Cognition Clinical Trial
Official title:
Ranger Resilience and Improved Performance on Phospholipid Bound Omega-3's
The goal of this study is to determine if supplementation with krill oil concentrate containing the phospholipid-bound omega-3 fatty acids improves performance on specific cognitive tests that underlie key elements in U.S. Army Infantry Basic Officer Leaders Course (IBOLC) and in Ranger School (Training) at Fort Benning, Georgia (GA).
The U.S. Army invests significant time and money in training its leaders. Individuals who
choose the Army Infantry as their career expend significant time, energy, and commitment to
self-development to achieve their career goals. While Infantry Basic Officer Leaders Course
(IBOLC) graduates have demonstrated their ability to perform skills required for Ranger
School success, personal stress during Ranger School appears to be a continual barrier to
successful Ranger School graduation, with only 45.25% of IBOLC graduates having passed Ranger
training in 2013. Omega-3 highly unsaturated fatty acids (HUFAs), specifically EPA
(eicosapentaenoic acid) and DHA (docosahexaenoic acid), are concentrated in neural tissues,
are essential for neural function (McNamara & Carlson, 2006 ), and must be obtained from
dietary sources. United States (U.S.) food production practices over the last century have
resulted in a dramatic change in the fatty acid profile of the U.S. diet. At the same time,
evidence continues to build regarding the potential importance of omega-3 HUFAs on emotional
state, cognitive function, and mental health. The purpose of this study is to investigate
whether supplementation with omega-3 HUFAs from a krill oil concentrate will improve
emotional status and related cognitive performance under stress among Infantry Officer
Trainees during IBOLC, (Part I) and subsequent Ranger School (Part II). More broadly,
Americans continue to report living under a high level of stress, with 20% reporting states
of severe stress. The potential impact of this study would be information that would support
the role for dietary supplementation of omega-3 HUFAs from krill oil concentrate in
contributing to improving mood, emotional status, and cognitive performance among the U.S.
population.
Overview: The Ranger Resilience and Improved Performance on Phospholipid Bound Omega-3's
(RRIPP-3 Study) is a double-blinded, randomized, placebo-controlled trial conducted by the
Medical University of South Carolina (MUSC) in partnership with the National Institutes of
Health (NIH) working with the permission of the leadership of IBOLC and the U.S. Army Ranger
Training School at Fort Benning, GA. Participants (450 individuals) will be randomized to one
of two experimental groups for 2 Parts: Part I: IBOLC and Part II Ranger School.
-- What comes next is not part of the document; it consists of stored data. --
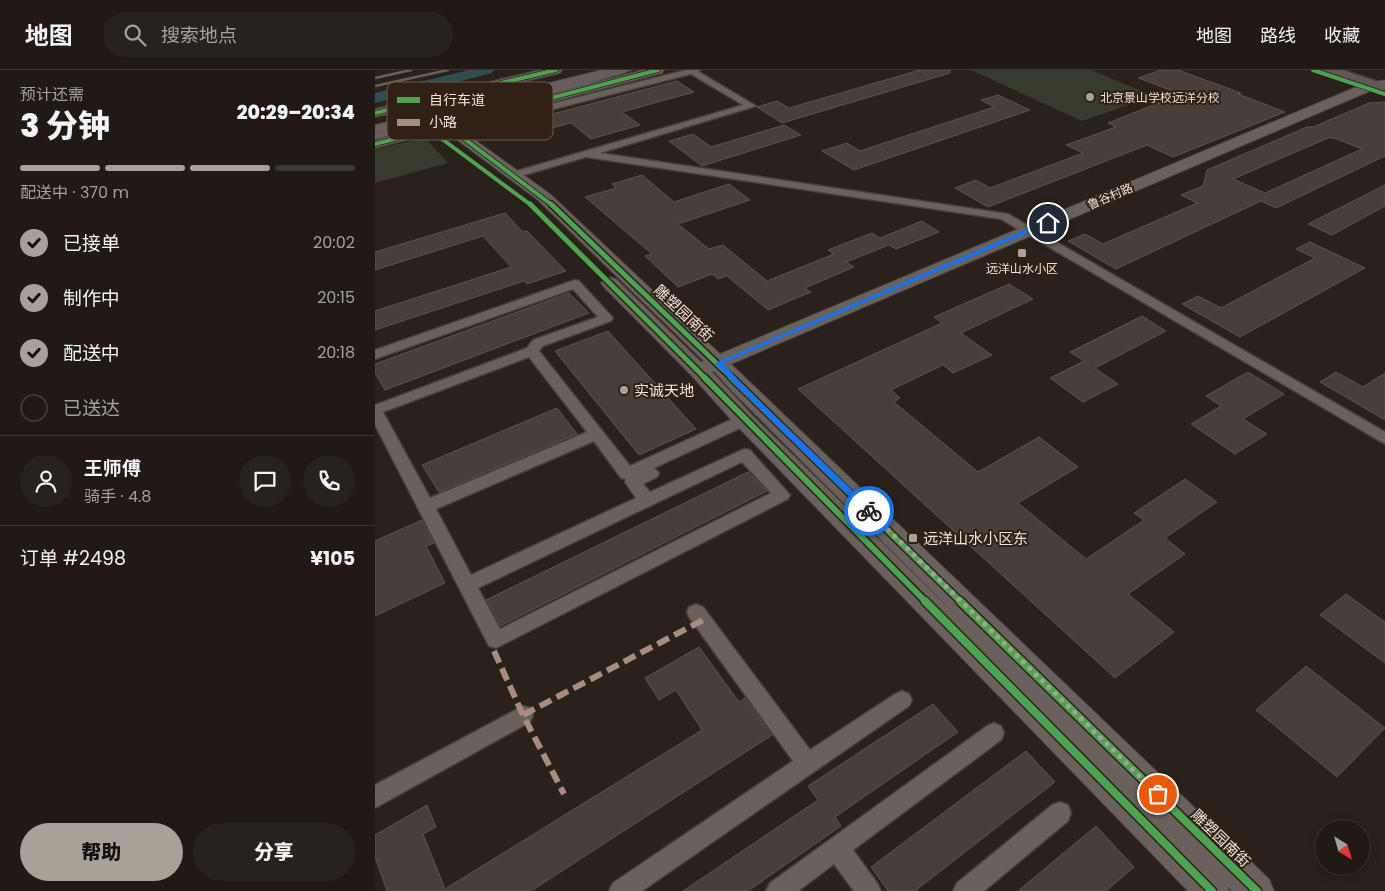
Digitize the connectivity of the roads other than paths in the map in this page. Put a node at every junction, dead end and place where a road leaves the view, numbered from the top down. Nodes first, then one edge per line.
1 (556, 70) edge
2 (588, 70) edge
3 (594, 70) edge
4 (620, 70) edge
5 (630, 70) edge
6 (1328, 70) edge
7 (1347, 70) edge
8 (694, 71) edge
9 (661, 72) edge
10 (505, 82) edge
11 (543, 82) edge
12 (543, 82) edge
13 (1382, 85) edge
14 (553, 86) edge
15 (553, 92) edge
16 (553, 99) edge
17 (553, 104) edge
18 (390, 140) edge
19 (454, 140) edge
20 (459, 140) edge
21 (375, 144) edge
22 (585, 154) junction
23 (514, 175) junction
24 (1030, 230) junction
25 (532, 351) junction
26 (375, 355) edge
27 (708, 366) junction
28 (375, 410) edge
29 (748, 423) junction
30 (597, 434) junction
31 (1385, 439) edge
32 (630, 478) junction
33 (647, 500) junction
34 (426, 506) junction
35 (467, 586) junction
36 (696, 612) dead end
37 (902, 700) dead end
38 (523, 715) dead end
39 (995, 733) dead end
40 (808, 764) junction
41 (375, 796) edge
42 (1060, 812) dead end
43 (837, 848) junction
44 (621, 891) edge
45 (778, 891) edge
46 (869, 891) edge
47 (965, 891) edge
48 (1212, 891) edge
49 (1257, 891) edge

1 - 10 main road
2 - 11 highway
3 - 12 highway
4 - 14 highway
5 - 15 lane
6 - 13 main road
7 - 13 main road
8 - 9 street
8 - 22 street
9 - 16 main road
9 - 17 street
13 - 24 main road, 鲁谷村路
18 - 21 main road
19 - 27 main road, 雕塑园南街
20 - 23 main road, 雕塑园南街
22 - 23 street
22 - 24 street
23 - 27 main road, 雕塑园南街
24 - 27 main road, 鲁谷村路
24 - 31 street
25 - 26 street
25 - 28 street
25 - 30 street
27 - 29 main road, 雕塑园南街
27 - 49 main road, 雕塑园南街
28 - 34 street
29 - 32 street
29 - 48 main road, 雕塑园南街
30 - 32 street
30 - 34 street
32 - 33 street
33 - 35 street
33 - 35 street
34 - 35 street
36 - 40 street
37 - 40 street
38 - 41 street
39 - 43 street
40 - 44 street
42 - 47 street
43 - 45 street
43 - 46 street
Intervention Schedule: Participants will be provided with capsules of krill oil concentrate
(2.3g/day HUFAs with EPA and DHA ratio of approximately 2:1) or placebo (macadamia nut oil
and appropriate matching colorant for krill oil) delivered in 8 capsules per day during Part
I (IBOLC training) only.
Compliance Monitoring: Finger prick blood samples will be collected for assessment of fatty
acids at baseline and at specific time points during IBOLC and pre- and post-Ranger training
and analyzed at a collaborating laboratory at the National Institutes of Health.
Study Participants: Sample Size: The sample size calculation is based on differences in one
of the specific cognitive tests between the placebo and treatment groups based on prior
omega-3 supplementation studies. The total sample size needed to detect the between groups
difference is 352 (176 per group). Accounting for a potential attrition rate of 25%, the
total number of enrolled subjects=450. Calculations were made using PASS 2008 software,
(Version 08.0.13, Kaysvile, Utah).
Location, Population, and Recruitment Strategy: This study will be conducted at Fort Benning,
GA with laboratory analytic support at NIH and MUSC. All healthy individuals who have arrived
at Fort Benning to participate in IBOLC with the intention of continuing directly into Ranger
Training after completion of IBOLC will be eligible for the study. Information about the
RRIPP-3 Study will be available to IBOLC students upon arrival at Fort Benning prior to
IBOLC. Those interested in potentially participating in the study can review the information
about the study at the beginning of IBOLC and sign up for a screening/enrollment session.
After seeing videos about the study and the informed consent process, and answering
eligibility questions, if students remain interested, they will be asked to sign an informed
consent and Health Insurance Portability and Accountability Act (HIPAA) for the baseline
assessments. Once consent is obtained, the volunteer will participate in study baseline and
enrollment, randomized, and provided with their omega-3 HUFA or placebo capsules.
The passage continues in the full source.